Friends, I have officially discovered another game I can play with my life partner, who regards most games with enormous suspicion and fatigue. That game is Morels: The Hunt 2, released this week, and as you might guess, it is about finding and identifying various species of mushroom in lush, photorealistic wilderness locations. There are also unicorns, crystal skulls and robot parts. Slightly confused by the unicorns, crystal skulls and robot parts, if I'm honest. It feels a bit like developers Abrams Studios are unconvinced as to the popular appeal of mushroom hunting, and have garlanded the concept with random mythology so as to widen the Venn diagram overlap between "fungi fans" and "people who want to live in cyberpunk Narnia".

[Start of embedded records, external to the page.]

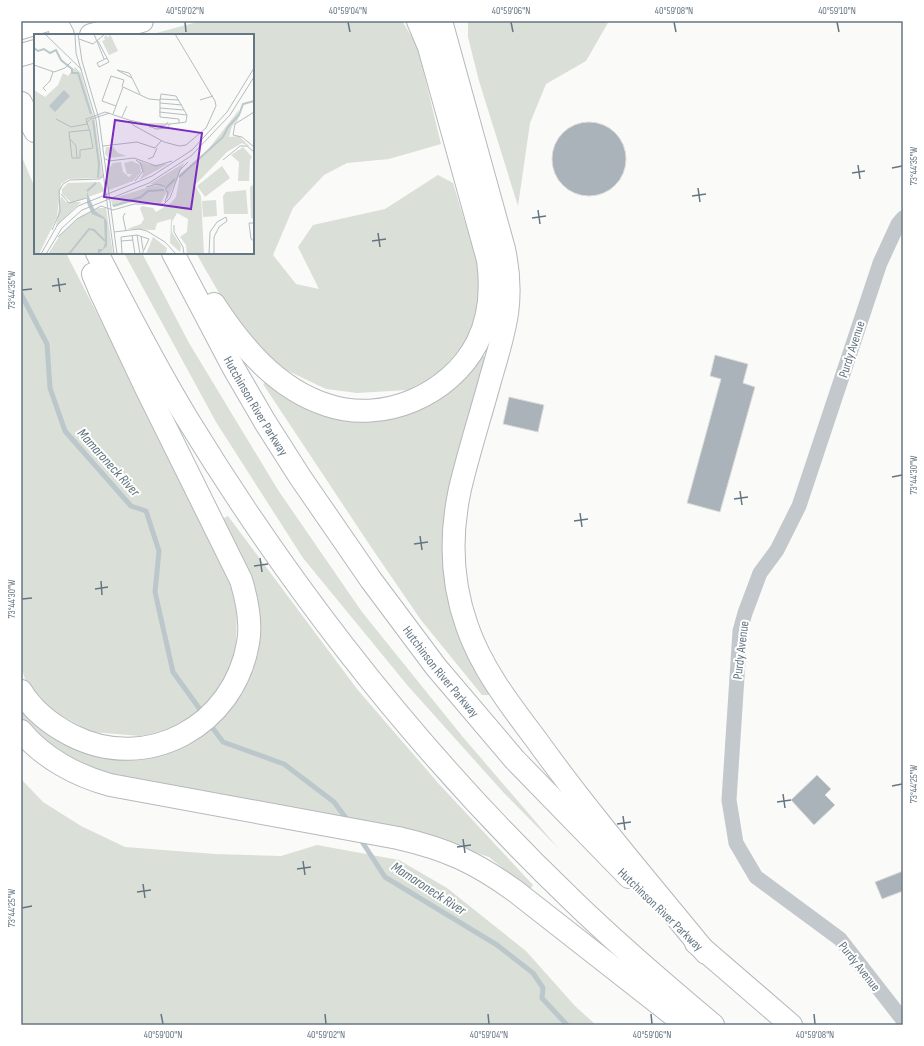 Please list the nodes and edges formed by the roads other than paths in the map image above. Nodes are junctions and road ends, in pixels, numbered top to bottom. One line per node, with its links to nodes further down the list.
1 (44, 21): 6 (main road)
2 (56, 21): 7 (main road)
3 (142, 21): 8 (main road)
4 (418, 21): 17 (main road)
5 (441, 21): 20 (main road)
6 (21, 28)
7 (62, 34)
8 (95, 34)
9 (34, 51): 10 (main road)
10 (21, 56)
11 (21, 103): 12 (main road)
12 (34, 129)
13 (903, 218): 21 (street, Purdy Avenue)
14 (85, 254): 18 (main road)
15 (98, 254): 23 (main road)
16 (174, 254): 20 (main road, Hutchinson River Parkway)
17 (181, 254)
18 (21, 692)
19 (21, 731): 22 (main road)
20 (706, 953): 24 (main road, Hutchinson River Parkway)
21 (903, 1020)
22 (686, 1025)
23 (713, 1025)
24 (791, 1025) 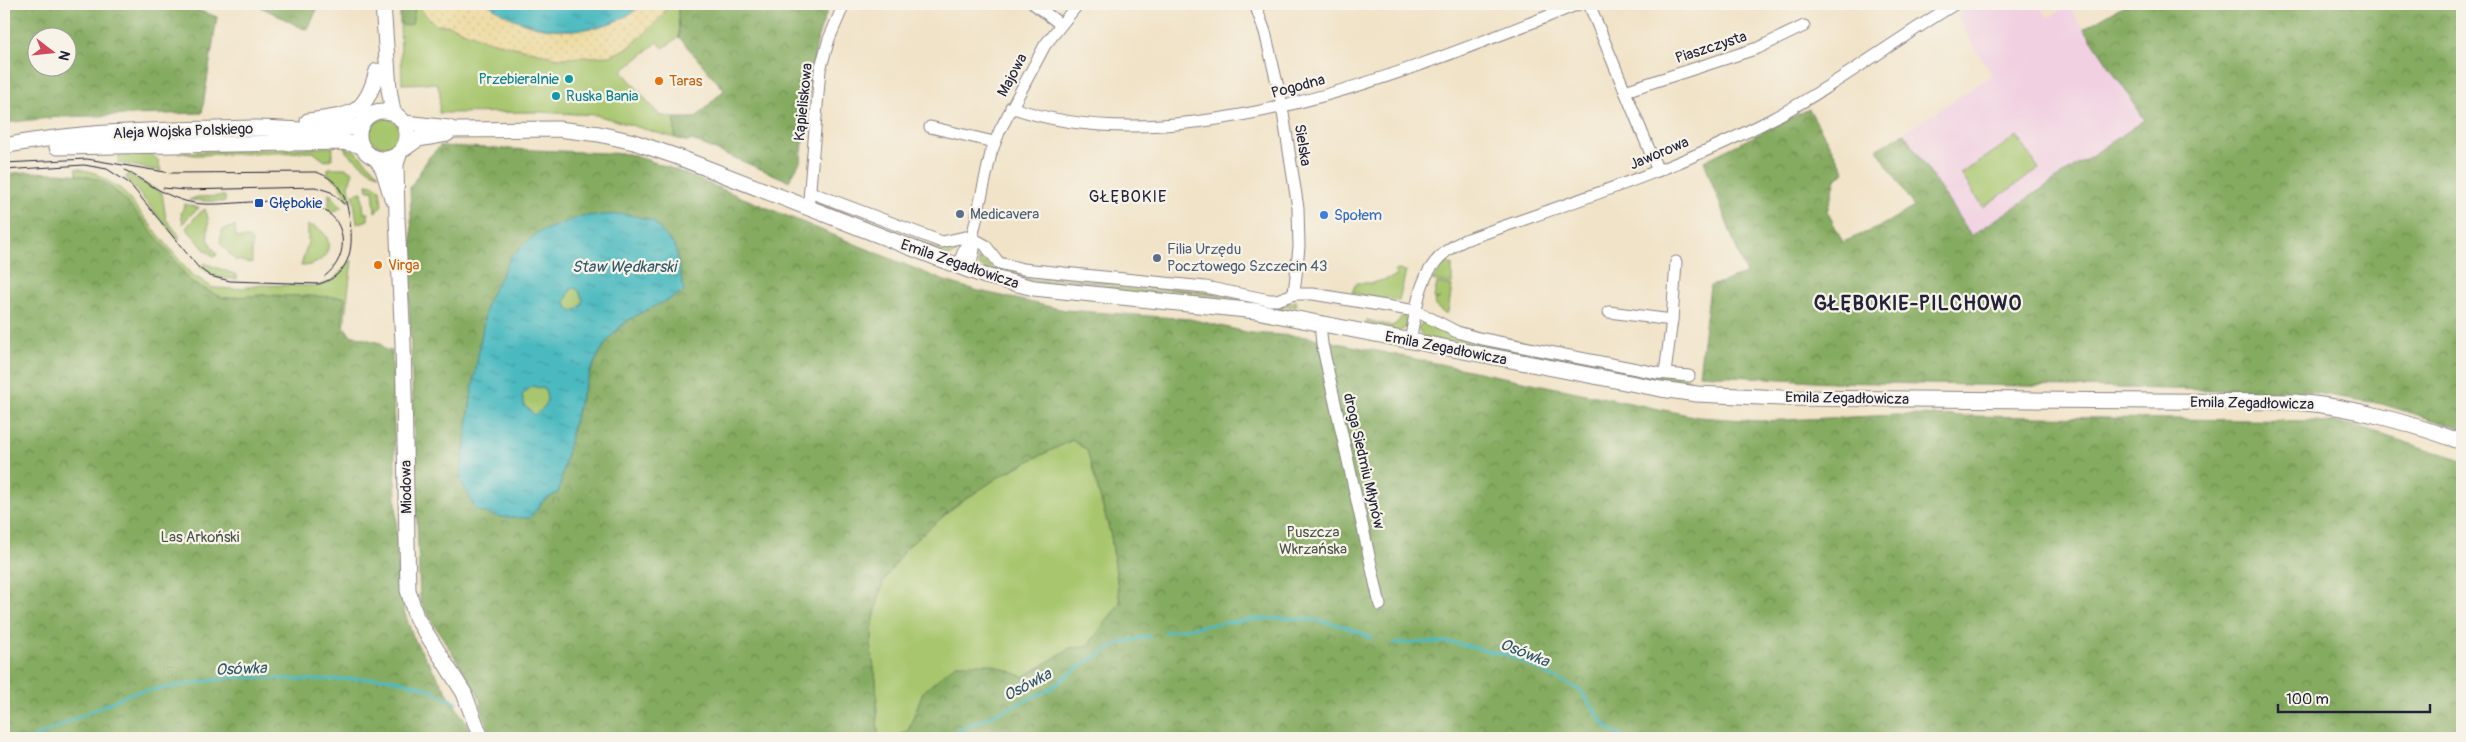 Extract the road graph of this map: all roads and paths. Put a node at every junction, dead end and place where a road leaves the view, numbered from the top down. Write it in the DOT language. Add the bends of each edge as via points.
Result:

The developers - who are indeed brothers - explain their thinking in broad strokes on the Steam page. "We loved morel mushroom hunting growing up," they write. "We still do it every year. One of the greatest things about mushroom hunting is just being out in nature. We take a lot of photos while we are hunting which is how the game came about. We wanted to create an immersive experience of being out in nature, mushroom hunting, and photographing the beautiful environment around you into a game, without having to hunt something with a weapon."
I guess the blend of photography and mushroom gathering makes sense, but I continue to be unsettled by the unicorns. You can also transform into one of the game's animals in Exploration Mode, by the way - I'm not sure whether this extends to make-believe creatures. I do not feel a pressing need to either photograph a unicorn or turn into one, but I really want to fire this up and have my partner passenger-seat-drive while I go ferreting around for chantarelles.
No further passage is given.